= Amompharetus =

Spartan soldier (d. 479 BC)

Amompharetus or Amompheretus, son of Poliadas, was a Spartan General at the Battle of Plataea in 479 BC. The name means "of irreproachable valor".

Before the battle, both the Greek and Persian armies camped in front of each other for 10 days on the plain of Plateaea, with only small raids on each side. However, the Persians diverted the Greek water supply and cut off their supply of food, so the Greeks were forced to find a new camp.

The plan was for the main contingent of Greeks to set out first during the night, with the Spartans guarding the rear. After the main contingent of Greeks had left the encampment, and it was time for the Spartans to set off to take up the rear, Amompharetus refused to leave the field without a fight, insisting that the unalterable law of Sparta forbade retreat from the battlefield. It took some convincing and rank-pulling on behalf of the Spartan regent, Pausanias, and a not inconsiderable amount of time, to compel Amompharetus and his unit to follow the maneuvering of the rest of the army.

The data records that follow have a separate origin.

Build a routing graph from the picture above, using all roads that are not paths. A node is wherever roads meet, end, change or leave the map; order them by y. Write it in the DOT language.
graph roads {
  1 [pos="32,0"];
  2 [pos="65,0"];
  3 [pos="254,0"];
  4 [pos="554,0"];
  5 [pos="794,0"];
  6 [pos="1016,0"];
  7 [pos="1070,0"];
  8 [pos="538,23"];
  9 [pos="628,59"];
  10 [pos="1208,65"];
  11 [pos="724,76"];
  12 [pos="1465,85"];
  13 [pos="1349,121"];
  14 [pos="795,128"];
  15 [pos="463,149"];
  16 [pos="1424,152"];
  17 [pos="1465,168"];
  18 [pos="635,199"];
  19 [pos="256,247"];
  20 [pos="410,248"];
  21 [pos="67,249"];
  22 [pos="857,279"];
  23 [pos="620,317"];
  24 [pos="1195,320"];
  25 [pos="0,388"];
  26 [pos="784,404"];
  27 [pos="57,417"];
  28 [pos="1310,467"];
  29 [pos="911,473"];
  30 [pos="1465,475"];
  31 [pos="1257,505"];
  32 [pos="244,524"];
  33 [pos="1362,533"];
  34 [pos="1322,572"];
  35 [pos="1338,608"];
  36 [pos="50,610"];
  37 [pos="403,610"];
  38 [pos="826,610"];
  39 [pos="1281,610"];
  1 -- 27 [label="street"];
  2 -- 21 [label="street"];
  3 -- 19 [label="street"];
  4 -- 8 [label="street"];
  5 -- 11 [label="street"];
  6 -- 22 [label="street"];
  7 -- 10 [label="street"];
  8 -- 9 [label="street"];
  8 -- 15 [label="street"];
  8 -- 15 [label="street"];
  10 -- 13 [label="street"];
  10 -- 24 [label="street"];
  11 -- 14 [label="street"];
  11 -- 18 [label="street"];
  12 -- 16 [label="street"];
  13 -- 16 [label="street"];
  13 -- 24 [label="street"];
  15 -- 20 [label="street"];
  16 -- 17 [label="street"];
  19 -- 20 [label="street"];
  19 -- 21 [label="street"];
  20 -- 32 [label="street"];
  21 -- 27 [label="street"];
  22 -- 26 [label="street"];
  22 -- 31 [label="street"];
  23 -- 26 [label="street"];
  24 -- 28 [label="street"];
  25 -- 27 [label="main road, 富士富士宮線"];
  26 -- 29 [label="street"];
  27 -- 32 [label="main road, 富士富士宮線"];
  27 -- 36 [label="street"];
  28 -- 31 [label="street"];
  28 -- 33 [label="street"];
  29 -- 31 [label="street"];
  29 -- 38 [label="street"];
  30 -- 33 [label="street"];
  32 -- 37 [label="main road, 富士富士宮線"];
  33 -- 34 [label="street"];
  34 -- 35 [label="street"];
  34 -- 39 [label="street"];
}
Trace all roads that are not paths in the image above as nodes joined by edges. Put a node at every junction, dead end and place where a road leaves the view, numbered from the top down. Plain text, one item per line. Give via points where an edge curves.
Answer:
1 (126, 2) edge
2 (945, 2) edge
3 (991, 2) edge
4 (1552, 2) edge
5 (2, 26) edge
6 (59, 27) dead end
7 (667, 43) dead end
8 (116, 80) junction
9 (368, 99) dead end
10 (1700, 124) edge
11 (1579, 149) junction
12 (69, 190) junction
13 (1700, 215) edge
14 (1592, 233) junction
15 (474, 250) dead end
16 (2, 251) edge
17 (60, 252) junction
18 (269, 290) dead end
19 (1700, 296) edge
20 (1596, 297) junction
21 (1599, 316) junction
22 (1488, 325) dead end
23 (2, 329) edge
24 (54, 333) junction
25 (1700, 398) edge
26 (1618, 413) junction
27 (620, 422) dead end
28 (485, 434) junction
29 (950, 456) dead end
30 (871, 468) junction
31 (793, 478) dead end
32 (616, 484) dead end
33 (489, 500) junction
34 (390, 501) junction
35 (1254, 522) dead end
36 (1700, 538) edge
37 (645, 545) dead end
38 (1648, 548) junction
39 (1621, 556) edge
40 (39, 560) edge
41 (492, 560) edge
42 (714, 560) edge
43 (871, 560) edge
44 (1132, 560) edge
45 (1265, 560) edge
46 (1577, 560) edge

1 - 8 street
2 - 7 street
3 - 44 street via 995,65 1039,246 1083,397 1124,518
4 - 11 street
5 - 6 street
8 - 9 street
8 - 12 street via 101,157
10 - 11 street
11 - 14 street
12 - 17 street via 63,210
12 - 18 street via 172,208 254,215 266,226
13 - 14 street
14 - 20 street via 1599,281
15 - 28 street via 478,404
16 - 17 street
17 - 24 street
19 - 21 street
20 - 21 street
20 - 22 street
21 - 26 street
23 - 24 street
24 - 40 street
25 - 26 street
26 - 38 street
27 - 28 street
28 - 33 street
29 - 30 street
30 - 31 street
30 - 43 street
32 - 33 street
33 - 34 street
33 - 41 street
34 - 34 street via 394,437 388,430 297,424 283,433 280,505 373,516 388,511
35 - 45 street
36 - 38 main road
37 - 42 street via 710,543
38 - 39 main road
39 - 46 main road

On discovering the Greeks had abandoned their positions and their Spartan allies, the leader of the Persian forces, Mardonius, launched an attack in haste. The Persian offensive was in disarray before battle was joined, and Mardonius soon lay dead and the Persian army crushed.

After the battle was over, Amompharetus was found dead, having been killed during the fighting.

There is another mention of Amompharetus (in Plutarch's Solon) as one of the five Spartans arbitrating the dispute over the island of Salamis between the citizens of Athens and Megara. The verdict was in favor of Athens.